══ SUPPLIED DATA ══

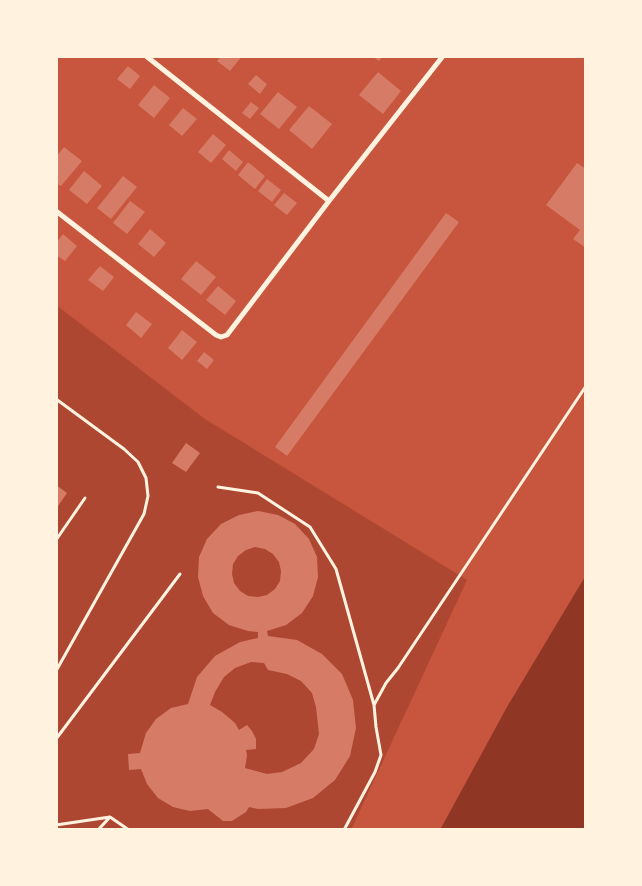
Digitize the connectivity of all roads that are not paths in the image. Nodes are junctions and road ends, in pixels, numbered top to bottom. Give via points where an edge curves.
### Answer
1 (146, 56) edge
2 (441, 57) edge
3 (329, 201) junction
4 (56, 211) edge
5 (586, 386) edge
6 (56, 399) edge
7 (218, 487) dead end
8 (85, 498) dead end
9 (56, 540) edge
10 (180, 574) dead end
11 (56, 671) edge
12 (374, 705) junction
13 (56, 739) edge
14 (110, 817) junction
15 (56, 825) edge
16 (98, 830) edge
17 (129, 830) edge
18 (344, 830) edge

1 - 3 street
2 - 3 street
3 - 4 street via 227,335 222,337 216,336
5 - 12 lane
6 - 11 lane via 138,462 146,478 148,496 144,514
7 - 12 lane via 258,493 310,527 336,569
8 - 9 lane
10 - 13 lane
12 - 18 lane via 381,755
14 - 15 lane
14 - 16 lane
14 - 17 lane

═══

WORK REQUIRED: If a record holds a picture, leave the picture out, but repeat every line exactly.

SOLUTION FOR THIS EXERCISE:
Digitize the connectivity of all roads that are not paths in the image. Nodes are junctions and road ends, in pixels, numbered top to bottom. Give via points where an edge curves.
### Answer
1 (146, 56) edge
2 (441, 57) edge
3 (329, 201) junction
4 (56, 211) edge
5 (586, 386) edge
6 (56, 399) edge
7 (218, 487) dead end
8 (85, 498) dead end
9 (56, 540) edge
10 (180, 574) dead end
11 (56, 671) edge
12 (374, 705) junction
13 (56, 739) edge
14 (110, 817) junction
15 (56, 825) edge
16 (98, 830) edge
17 (129, 830) edge
18 (344, 830) edge

1 - 3 street
2 - 3 street
3 - 4 street via 227,335 222,337 216,336
5 - 12 lane
6 - 11 lane via 138,462 146,478 148,496 144,514
7 - 12 lane via 258,493 310,527 336,569
8 - 9 lane
10 - 13 lane
12 - 18 lane via 381,755
14 - 15 lane
14 - 16 lane
14 - 17 lane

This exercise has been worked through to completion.